[Task to complete]:
Only the lines with "Bexmoor" in the entries below belong in the answer; please copy them.

[Data under study — start]

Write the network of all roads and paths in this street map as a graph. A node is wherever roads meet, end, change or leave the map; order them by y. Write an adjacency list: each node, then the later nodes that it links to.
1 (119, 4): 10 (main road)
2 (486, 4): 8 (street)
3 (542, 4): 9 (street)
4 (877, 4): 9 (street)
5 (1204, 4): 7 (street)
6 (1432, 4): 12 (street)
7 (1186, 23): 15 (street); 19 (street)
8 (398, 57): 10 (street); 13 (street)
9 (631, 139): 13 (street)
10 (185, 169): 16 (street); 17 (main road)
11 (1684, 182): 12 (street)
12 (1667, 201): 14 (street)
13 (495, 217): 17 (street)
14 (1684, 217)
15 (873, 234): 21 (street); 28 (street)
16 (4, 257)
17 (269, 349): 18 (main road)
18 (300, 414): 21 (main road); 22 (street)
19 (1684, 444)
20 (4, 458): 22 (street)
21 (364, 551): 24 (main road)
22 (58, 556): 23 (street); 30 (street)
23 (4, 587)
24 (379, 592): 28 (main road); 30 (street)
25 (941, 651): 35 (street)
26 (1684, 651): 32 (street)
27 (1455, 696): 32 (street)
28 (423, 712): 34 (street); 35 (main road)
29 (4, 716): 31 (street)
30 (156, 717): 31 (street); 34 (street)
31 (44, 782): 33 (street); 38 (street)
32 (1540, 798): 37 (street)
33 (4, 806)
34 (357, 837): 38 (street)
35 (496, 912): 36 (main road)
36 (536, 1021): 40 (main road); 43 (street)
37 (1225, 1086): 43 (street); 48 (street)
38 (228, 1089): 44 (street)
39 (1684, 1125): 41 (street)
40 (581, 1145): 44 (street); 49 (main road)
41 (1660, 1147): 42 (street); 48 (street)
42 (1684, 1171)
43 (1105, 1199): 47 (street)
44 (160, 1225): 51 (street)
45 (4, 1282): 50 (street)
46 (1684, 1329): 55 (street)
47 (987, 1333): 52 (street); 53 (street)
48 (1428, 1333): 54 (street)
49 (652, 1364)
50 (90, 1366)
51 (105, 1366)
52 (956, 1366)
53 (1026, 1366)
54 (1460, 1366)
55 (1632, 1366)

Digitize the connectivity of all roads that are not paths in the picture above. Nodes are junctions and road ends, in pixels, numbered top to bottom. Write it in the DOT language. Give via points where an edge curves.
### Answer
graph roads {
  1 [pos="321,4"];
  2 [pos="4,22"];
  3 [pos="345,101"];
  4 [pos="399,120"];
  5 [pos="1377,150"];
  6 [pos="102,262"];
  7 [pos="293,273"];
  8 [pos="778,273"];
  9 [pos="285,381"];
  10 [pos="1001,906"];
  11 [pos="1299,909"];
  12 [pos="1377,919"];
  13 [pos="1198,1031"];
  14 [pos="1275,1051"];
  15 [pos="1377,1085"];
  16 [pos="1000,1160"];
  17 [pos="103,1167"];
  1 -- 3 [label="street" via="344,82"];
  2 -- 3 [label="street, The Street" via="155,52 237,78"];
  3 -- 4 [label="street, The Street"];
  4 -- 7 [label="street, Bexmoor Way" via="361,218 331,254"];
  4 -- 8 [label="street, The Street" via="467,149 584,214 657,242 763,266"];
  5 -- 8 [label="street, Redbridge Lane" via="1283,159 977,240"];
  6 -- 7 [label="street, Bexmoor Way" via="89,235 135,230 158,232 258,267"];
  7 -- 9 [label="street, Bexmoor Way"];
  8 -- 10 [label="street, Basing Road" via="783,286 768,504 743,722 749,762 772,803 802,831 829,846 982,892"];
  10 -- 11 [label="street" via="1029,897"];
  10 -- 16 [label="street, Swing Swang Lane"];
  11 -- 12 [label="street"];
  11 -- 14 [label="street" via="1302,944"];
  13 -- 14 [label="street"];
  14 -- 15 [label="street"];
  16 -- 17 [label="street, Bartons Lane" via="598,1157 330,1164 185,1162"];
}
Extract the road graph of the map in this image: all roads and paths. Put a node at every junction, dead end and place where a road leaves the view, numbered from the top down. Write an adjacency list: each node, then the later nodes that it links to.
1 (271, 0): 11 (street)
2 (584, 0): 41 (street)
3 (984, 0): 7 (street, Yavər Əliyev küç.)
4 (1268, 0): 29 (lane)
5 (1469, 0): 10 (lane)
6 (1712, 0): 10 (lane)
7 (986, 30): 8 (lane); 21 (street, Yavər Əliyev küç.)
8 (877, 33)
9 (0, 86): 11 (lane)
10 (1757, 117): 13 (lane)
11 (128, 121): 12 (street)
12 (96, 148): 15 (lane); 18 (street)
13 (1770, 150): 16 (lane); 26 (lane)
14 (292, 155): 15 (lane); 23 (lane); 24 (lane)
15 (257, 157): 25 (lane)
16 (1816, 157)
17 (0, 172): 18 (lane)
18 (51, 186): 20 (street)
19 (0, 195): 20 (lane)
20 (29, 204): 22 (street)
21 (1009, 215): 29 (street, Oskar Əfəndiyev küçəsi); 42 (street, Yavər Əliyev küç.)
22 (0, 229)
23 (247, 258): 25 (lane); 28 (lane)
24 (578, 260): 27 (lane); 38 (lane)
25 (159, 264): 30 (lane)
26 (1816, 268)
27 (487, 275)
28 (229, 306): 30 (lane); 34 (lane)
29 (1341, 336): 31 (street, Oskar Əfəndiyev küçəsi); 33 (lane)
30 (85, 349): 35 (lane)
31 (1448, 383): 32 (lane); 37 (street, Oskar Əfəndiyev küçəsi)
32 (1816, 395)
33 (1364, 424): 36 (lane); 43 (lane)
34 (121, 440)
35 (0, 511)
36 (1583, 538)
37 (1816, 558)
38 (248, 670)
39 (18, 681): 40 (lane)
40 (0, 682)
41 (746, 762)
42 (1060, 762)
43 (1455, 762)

[Data under study — finish]

[Output below]:
  4 -- 7 [label="street, Bexmoor Way" via="361,218 331,254"];
  6 -- 7 [label="street, Bexmoor Way" via="89,235 135,230 158,232 258,267"];
  7 -- 9 [label="street, Bexmoor Way"];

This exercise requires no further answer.